新东方:难以逃脱的三大悖论
对于一个有志于出国深造的学生来说,如果时间和金钱允许而不去考前辅导班突击一下实在是对不起自己。而新东方以其出众的效果和品牌成为这个行当的“形象代表”。
火热的英语培训市场为无资金、无技术、无背景的“三无”文科教师提供了致富途径,造就了一批百万富翁甚至千万富翁。早期的新东方实质上是一个“草台班子”,专职演员也好、走穴的也罢,都是凭个人能力登台征服观众,个人与学校间没有任何合同、档案、三险。俞敏洪则是这些演员的经纪人:搭台子、招观众、收钱,然后分给大家。

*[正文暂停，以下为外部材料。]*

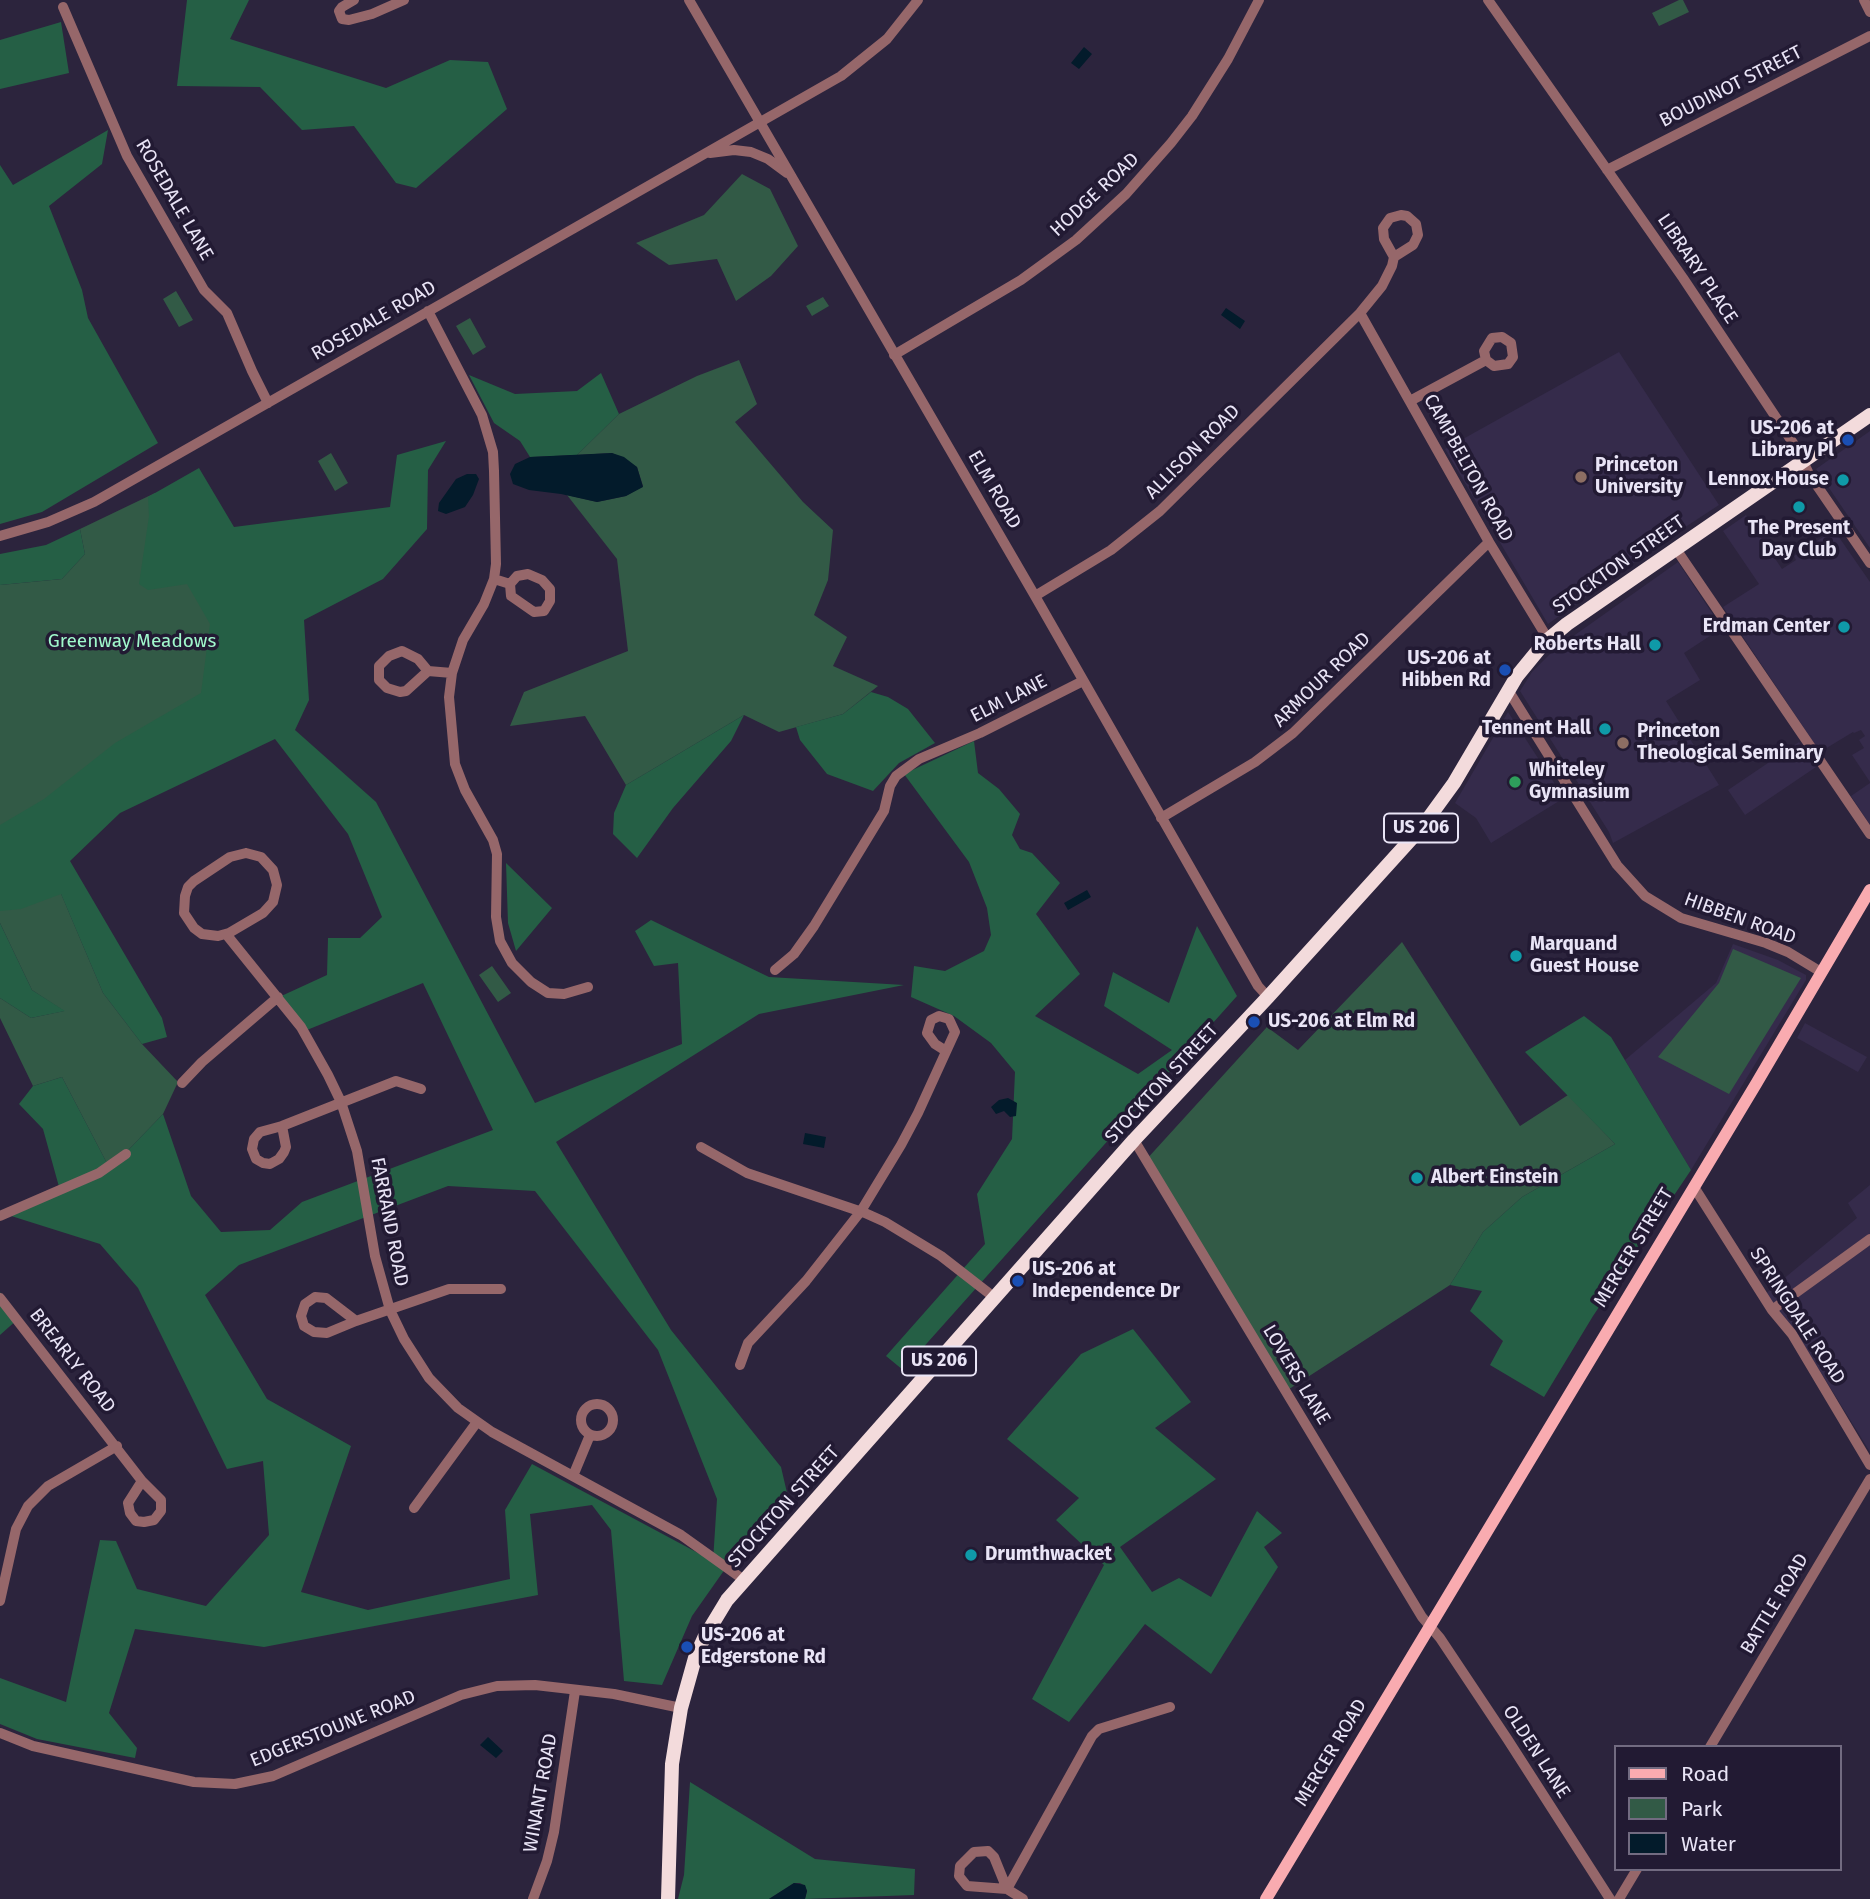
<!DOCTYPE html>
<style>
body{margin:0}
#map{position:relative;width:1870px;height:1899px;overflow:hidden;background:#2c243d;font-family:"Fira Sans",sans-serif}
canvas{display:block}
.legend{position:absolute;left:1614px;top:1745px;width:228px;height:126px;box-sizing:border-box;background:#221a33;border:2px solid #726b81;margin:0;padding:9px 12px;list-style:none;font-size:21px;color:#e9e4f6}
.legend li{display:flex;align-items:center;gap:14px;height:35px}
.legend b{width:35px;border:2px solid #726b81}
</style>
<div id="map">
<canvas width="1870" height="1899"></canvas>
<ul class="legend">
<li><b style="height:9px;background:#f9abb0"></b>Road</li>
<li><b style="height:19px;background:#325a46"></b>Park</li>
<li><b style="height:19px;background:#031b2b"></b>Water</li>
</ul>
</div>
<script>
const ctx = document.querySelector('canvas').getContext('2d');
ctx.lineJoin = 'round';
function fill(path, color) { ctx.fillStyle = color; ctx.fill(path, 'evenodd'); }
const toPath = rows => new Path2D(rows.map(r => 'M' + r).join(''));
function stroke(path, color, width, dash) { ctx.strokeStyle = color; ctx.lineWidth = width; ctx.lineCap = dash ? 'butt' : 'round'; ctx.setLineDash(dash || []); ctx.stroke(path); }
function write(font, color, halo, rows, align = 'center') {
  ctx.font = font + ' "Fira Sans",sans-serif'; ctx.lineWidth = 7; ctx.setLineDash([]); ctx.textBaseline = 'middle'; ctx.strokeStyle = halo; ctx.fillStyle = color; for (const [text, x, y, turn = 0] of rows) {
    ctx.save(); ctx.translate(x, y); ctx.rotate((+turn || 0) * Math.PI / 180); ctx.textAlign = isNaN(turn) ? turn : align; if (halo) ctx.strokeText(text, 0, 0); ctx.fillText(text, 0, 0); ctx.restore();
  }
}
const built = toPath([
 [1619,352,1719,505,1670,537,1548,624,1445,449],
 [1870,431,1870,548,1816,469],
 [1746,515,1782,569,1796,560,1794,556,1834,530,1870,582,1870,782,1852,755,1864,748,1859,740,1865,736,1861,730,1854,733,1853,732,1820,752,1723,607,1759,584,1723,531],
 [1678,562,1722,628,1684,653,1700,680,1666,701,1719,785,1613,843,1609,832,1520,691,1532,672,1555,649],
 [1508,712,1564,798,1491,843,1476,818,1455,803],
 [1799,742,1816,767,1745,815,1728,790],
 [1870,783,1870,825,1851,796],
 [1733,944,1778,960,1806,975,1806,980,1691,1170,1625,1060,1716,983],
 [1805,1023,1867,1057,1858,1072,1797,1038],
 [1870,1185,1870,1452,1797,1334,1764,1295,1857,1218,1848,1203]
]);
const green = toPath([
 [1679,0,1683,0,1689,12,1659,26,1652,13],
 [742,174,770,189,798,246,771,276,736,301,717,259,669,265,636,243,704,215],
 [176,291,193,320,179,327,163,299],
 [823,297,829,306,812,316,806,306],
 [470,318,486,347,473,355,456,326],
 [739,360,757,404,735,422,803,502,833,530,828,580,814,615,847,637,833,666,878,686,843,714,779,732,744,715,626,785,585,716,510,726,524,692,628,651,617,559,567,495,597,502,626,496,643,486,637,467,612,453,577,455,619,414,697,376],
 [331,453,348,483,335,491,318,461],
 [155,493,266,684,139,743,54,877,103,993,142,1044,178,1082,163,1114,110,1169,62,1077,33,1086,0,1018,0,998,31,1018,64,1011,32,990,0,923,0,585,62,579,85,554,80,529],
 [1402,942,1520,1126,1568,1095,1615,1144,1522,1197,1483,1232,1450,1285,1283,1393,1145,1161,1267,1027,1298,1050],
 [1733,949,1801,978,1729,1094,1658,1057,1719,983],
 [492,966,511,993,498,1002,479,975]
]);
const forest = toPath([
 [187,0,249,0,230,39,386,88,450,60,488,62,507,109,416,188,396,183,354,126,302,130,260,87,177,86],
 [61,22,69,73,0,89,0,40],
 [108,130,102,164,49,206,82,290,88,318,158,443,42,512,0,524,0,165,13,185],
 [601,373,619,414,577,455,530,457,520,441,494,423,469,375,515,394,577,391],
 [446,441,428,470,427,529,383,579,304,620,309,700,295,730,376,802,535,1103,682,1044,678,963,654,966,635,931,651,920,769,977,904,985,759,1014,556,1142,671,1330,781,1467,788,1497,730,1562,692,1616,662,1685,624,1681,611,1530,592,1505,530,1514,538,1595,264,1647,135,1629,109,1713,137,1748,135,1758,37,1739,0,1724,0,1678,66,1702,100,1540,116,1541,137,1589,206,1606,269,1535,263,1461,227,1469,138,1288,100,1244,8,1215,61,1194,43,1129,19,1104,33,1086,62,1077,110,1169,163,1114,191,1196,221,1232,270,1230,302,1202,493,1130,423,983,302,1032,277,998,327,975,328,938,360,938,382,917,348,834,275,739,120,813,70,861,162,1018,167,1037,142,1044,103,993,61,894,21,909,0,911,0,825,44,799,115,743,201,693,210,624,187,584,148,590,139,584,149,516,148,497,199,468,234,527,390,507,397,455],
 [448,1186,535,1191,658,1350,717,1499,713,1561,532,1464,505,1510,510,1579,368,1610,301,1592,351,1446,267,1399,205,1295,239,1265],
 [80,529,85,554,62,579,0,585,0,554,46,545],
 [871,692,888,697,908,709,935,743,899,763,873,791,827,774,800,740,796,727,843,714],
 [744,715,731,741,673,808,637,858,613,834,614,813,626,785],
 [974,741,978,773,999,789,1020,814,1012,835,1020,849,1032,853,1060,883,1036,914,1080,974,1035,1016,1138,1074,1172,1050,1104,1006,1113,972,1169,1003,1197,926,1237,996,903,1370,886,1356,985,1244,977,1194,1012,1139,1015,1072,991,1043,954,1016,911,997,914,966,945,971,984,951,991,935,987,908,969,862,904,774],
 [506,863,552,908,516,951,508,923],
 [0,923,32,990,65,1011,31,1018,0,998],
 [1584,1016,1611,1037,1691,1170,1593,1316,1544,1397,1490,1365,1503,1341,1470,1311,1482,1291,1450,1285,1483,1232,1522,1197,1615,1144,1525,1052],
 [0,1292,18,1319,0,1335],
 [1133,1329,1191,1402,1155,1428,1216,1479,1120,1547,1152,1592,1179,1578,1211,1597,1257,1511,1282,1533,1264,1547,1278,1567,1211,1674,1145,1624,1069,1722,1032,1699,1104,1565,1056,1520,1079,1498,1007,1439,1081,1354],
 [690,1782,815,1859,915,1869,914,1895,805,1899,807,1891,805,1886,800,1883,794,1883,769,1899,678,1899,684,1875]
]);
const water = toPath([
 [1084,47,1092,54,1079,69,1071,63],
 [1226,308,1245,321,1240,329,1221,315],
 [612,453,624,457,637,467,643,487,626,496,597,502,561,494,529,490,513,484,510,474,515,464,530,457],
 [467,474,476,474,479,479,473,495,465,507,446,514,438,511,439,503,456,479],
 [1087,890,1091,897,1068,910,1064,903],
 [1008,1098,1017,1103,1016,1116,1010,1117,1004,1111,996,1114,991,1107,999,1100],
 [805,1133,826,1137,824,1148,803,1144],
 [488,1737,503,1751,496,1758,480,1745],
 [794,1883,805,1885,807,1891,805,1899,769,1899]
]);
const minor = toPath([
 [354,0,342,7,339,11,342,19,349,20,372,14,404,0],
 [689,0,1035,596,1258,986,1268,997],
 [1488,0,1683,278,1797,449,1809,474,1870,563],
 [1864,0,1870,12],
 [63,7,127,156,204,290,227,313,252,371,268,403],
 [710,153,734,150,751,152,768,159,787,173],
 [1607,170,1870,36],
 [1401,215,1407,216,1416,224,1418,235,1413,245,1394,257,1384,239,1383,228,1390,218,1401,215],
 [428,311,482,415,493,452,494,471,496,564,494,579,484,604,463,640,452,673,449,697,455,764,465,790,493,840,497,854,496,917,500,941,512,963,531,982,548,993,564,994,588,987],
 [1360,313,1489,542,1548,639],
 [894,355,1021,280,1076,240,1126,194,1171,143,1192,116,1228,59,1259,0],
 [1410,401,1486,360,1494,366,1508,364,1513,357,1511,343,1502,337,1492,338,1484,351,1486,360],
 [0,536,48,522,94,502,841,76,887,39,918,0],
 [1676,549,1870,834],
 [494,579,510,584,517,576,528,574,542,580,550,589,550,601,544,611,534,612,511,596,510,584],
 [1035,596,1111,550,1160,511,1360,313,1382,286,1392,266,1394,257],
 [428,671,406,691,400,692,387,688,379,680,379,666,389,656,402,651,418,659,428,671,452,673],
 [1508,690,1617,865,1645,896,1681,918,1766,943,1788,952,1821,972],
 [1161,818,1255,762,1293,733,1489,542],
 [246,853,261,857,273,870,277,885,273,902,263,913,229,933,218,936,202,934,194,928,184,913,185,896,188,887,194,881,230,857,246,853],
 [226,934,301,1027,328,1075,341,1102,357,1151,375,1256,390,1310,404,1339,429,1378,458,1408,492,1432,681,1535,744,1580],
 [775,970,794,954,814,926,884,811,890,786,896,776,919,759,980,733,1083,681],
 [182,1083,202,1062,278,997],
 [282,1126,286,1147,284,1152,279,1159,270,1164,263,1163,256,1159,252,1149,254,1139,260,1132,282,1126,396,1081,421,1089],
 [1134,1140,1422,1617,1440,1638,1508,1740,1610,1899],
 [701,1147,747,1173,865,1213,885,1222,941,1256,995,1298],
 [1694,1187,1772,1310,1792,1334,1870,1465],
 [0,1216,99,1173,126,1154],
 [0,1298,142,1481,128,1503,130,1513,136,1521,144,1522,154,1520,161,1511,161,1500,142,1481],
 [1772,1310,1870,1239],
 [356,1321,327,1333,314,1332,304,1326,301,1316,305,1304,315,1297,326,1298,356,1321,449,1289,501,1289],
 [740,1365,748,1343,806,1281,861,1211,901,1145,918,1113,955,1032,949,1019,939,1016,931,1020,927,1033,935,1044,946,1051],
 '581 1420a16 16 0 1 1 32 0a16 16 0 1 1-32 0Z',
 [573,1476,590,1435],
 [414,1508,477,1422],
 [0,1601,16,1529,28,1506,48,1486,117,1446],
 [0,1733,33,1746,194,1782,235,1784,273,1776,461,1695,497,1686,535,1685,614,1694,681,1708],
 [1710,1747,1870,1479],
 [1007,1889,1092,1736,1099,1729,1170,1707],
 [1007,1889,994,1857,988,1851,974,1852,960,1866,959,1876,967,1886,1007,1889,1023,1899],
 [533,1899,547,1861,554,1832,575,1691],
 [1619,1899,1637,1869]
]);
const major = toPath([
 [1266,1899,1756,1084,1870,890]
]);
const highway = toPath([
 [668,1899,672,1764,681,1708,695,1658,704,1638,727,1600,1134,1140,1268,997,1422,827,1454,783,1517,676,1544,643,1567,624,1870,415]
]);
const markers = [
 [1848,440,7,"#1a4fb4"],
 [1581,477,7,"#8d6e63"],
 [1843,480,7,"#0f9aa8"],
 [1799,507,7,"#0f9aa8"],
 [1844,627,7,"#0f9aa8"],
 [1655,645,7,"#0f9aa8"],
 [1505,670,7,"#1a4fb4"],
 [1605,729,7,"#0f9aa8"],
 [1623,743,7,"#8d6e63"],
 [1515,782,7,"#2e9e5b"],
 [1516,956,7,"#0f9aa8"],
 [1254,1022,7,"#1a4fb4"],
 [1417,1178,7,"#0f9aa8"],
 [1018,1281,7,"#1a4fb4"],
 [971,1555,7,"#0f9aa8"],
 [687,1647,7,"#1a4fb4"]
];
const shields = [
 [1421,828,74],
 [939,1361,74]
];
const shieldNames = [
 ["US 206",1421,828],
 ["US 206",939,1361]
];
const streetNames = [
 ["BOUDINOT STREET",1731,87,-27],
 ["HODGE ROAD",1095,195,-43],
 ["ROSEDALE LANE",174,200,60],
 ["LIBRARY PLACE",1697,269,56],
 ["ROSEDALE ROAD",374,321,-30],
 ["ALLISON ROAD",1193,452,-45],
 ["CAMPBELTON ROAD",1468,468,61],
 ["ELM ROAD",994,490,60],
 ["STOCKTON STREET",1619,565,-35],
 ["ARMOUR ROAD",1322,680,-44],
 ["ELM LANE",1009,699,-27],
 ["HIBBEN ROAD",1740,919,20],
 ["STOCKTON STREET",1162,1084,-47],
 ["FARRAND ROAD",389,1222,79],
 ["MERCER STREET",1634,1248,-59],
 ["SPRINGDALE ROAD",1797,1316,57],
 ["BREARLY ROAD",72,1361,52],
 ["LOVERS LANE",1296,1375,59],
 ["STOCKTON STREET",784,1507,-48],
 ["BATTLE ROAD",1775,1604,-59],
 ["EDGERSTOUNE ROAD",333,1729,-22],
 ["OLDEN LANE",1536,1752,57],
 ["MERCER ROAD",1331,1753,-59],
 ["WINANT ROAD",541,1793,-80]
];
const poiNames = [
 ["US-206 at",1834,429,"right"],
 ["Library Pl",1834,451,"right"],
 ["Princeton",1595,466],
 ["University",1595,488],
 ["Lennox House",1829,480,"right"],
 ["The Present",1799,529,"center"],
 ["Day Club",1799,551,"center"],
 ["Erdman Center",1830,627,"right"],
 ["Roberts Hall",1641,645,"right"],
 ["US-206 at",1491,659,"right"],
 ["Hibben Rd",1491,681,"right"],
 ["Tennent Hall",1591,729,"right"],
 ["Princeton",1637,732],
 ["Theological Seminary",1637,754],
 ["Whiteley",1529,771],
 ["Gymnasium",1529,793],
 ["Marquand",1530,945],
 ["Guest House",1530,967],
 ["US-206 at Elm Rd",1268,1022],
 ["Albert Einstein",1431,1178],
 ["US-206 at",1032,1270],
 ["Independence Dr",1032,1292],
 ["Drumthwacket",985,1555],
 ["US-206 at",701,1636],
 ["Edgerstone Rd",701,1658]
];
const parkNames = [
 ["Greenway Meadows",132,642]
];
fill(built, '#352b4b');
fill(green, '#325a46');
fill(forest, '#255f45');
fill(water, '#031b2b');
stroke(minor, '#96676a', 10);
stroke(major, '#f9abb0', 12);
stroke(highway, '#f3dbdc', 14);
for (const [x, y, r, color] of markers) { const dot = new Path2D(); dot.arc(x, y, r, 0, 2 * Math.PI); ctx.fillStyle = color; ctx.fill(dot); stroke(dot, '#221a33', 2.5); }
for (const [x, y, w] of shields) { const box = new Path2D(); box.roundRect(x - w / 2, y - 14.5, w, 29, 5); ctx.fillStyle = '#221a33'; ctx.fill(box); stroke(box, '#e9e4f6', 2); }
write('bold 18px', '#e9e4f6', null, shieldNames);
write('19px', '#e9e4f6', '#221a33', streetNames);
write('bold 19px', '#e9e4f6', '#221a33', poiNames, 'left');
write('19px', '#a0f8cc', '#221a33', parkNames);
</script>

新东方做大之后,自然有了规范管理的需求。确立层级制度、签订劳动合同,学校的运营管理逐渐走向正规化。其间也难免人事变动、是是非非。俞敏洪自己回顾说:“从2000年底开始,一直到2003年底,是新东方发展历程中最痛苦的阶段。在各式各样利益、权利与人性的较量面前,新东方很多次都差一点儿崩溃。”渡尽劫波兄弟在,“残余”的元老总算还能够组成一个以俞敏洪为首的核心团队。走过了从个体户到合伙制到公司制、集团化的历程,现在的新东方董事会由俞敏洪(总裁)、王强(教育发展研究院院长)、徐小平(文化发展研究院院长)、周成刚(高级副总裁)、包凡一和钱永强组成。还有两位副总裁是陈向东和王修文,而至关重要的首席财务官由谢东萤担任。
2003年新东方组建教育科技集团。2004年2月,新东方在中关村核心地带置办了总部大楼,虽然花费甚巨,但新楼对提升外部形象和内部聚合力有显著作用。这一年的12月,新东方以单价2.225美元向“老虎环球”发出1111万股优先股,募集金额达2250万美元。同时约定,新东方IPO之时这部分优先股自动转为普通股。私募完成后,老虎基金持有新东方10%股权。以2004财年(截止到当年5月31日)净利润为基准,私募的市盈率高达31.4倍!老虎基金没看错,新东方净利润从2004财年的5340万元暴涨到2005财年的14197万元。在私募后半年之内,老虎基金又累计投入1857.42万美元,陆续向新东方旧股东购买了992.7万股普通股,其持股比例升至18.93%。以2005财年净利润折算市盈率降至10.2倍。(注:20个月以后新东方成功上市,以IPO当日收盘价计算,老虎基金持有股票价值超过1亿美元,相当于原始投入金额的260%)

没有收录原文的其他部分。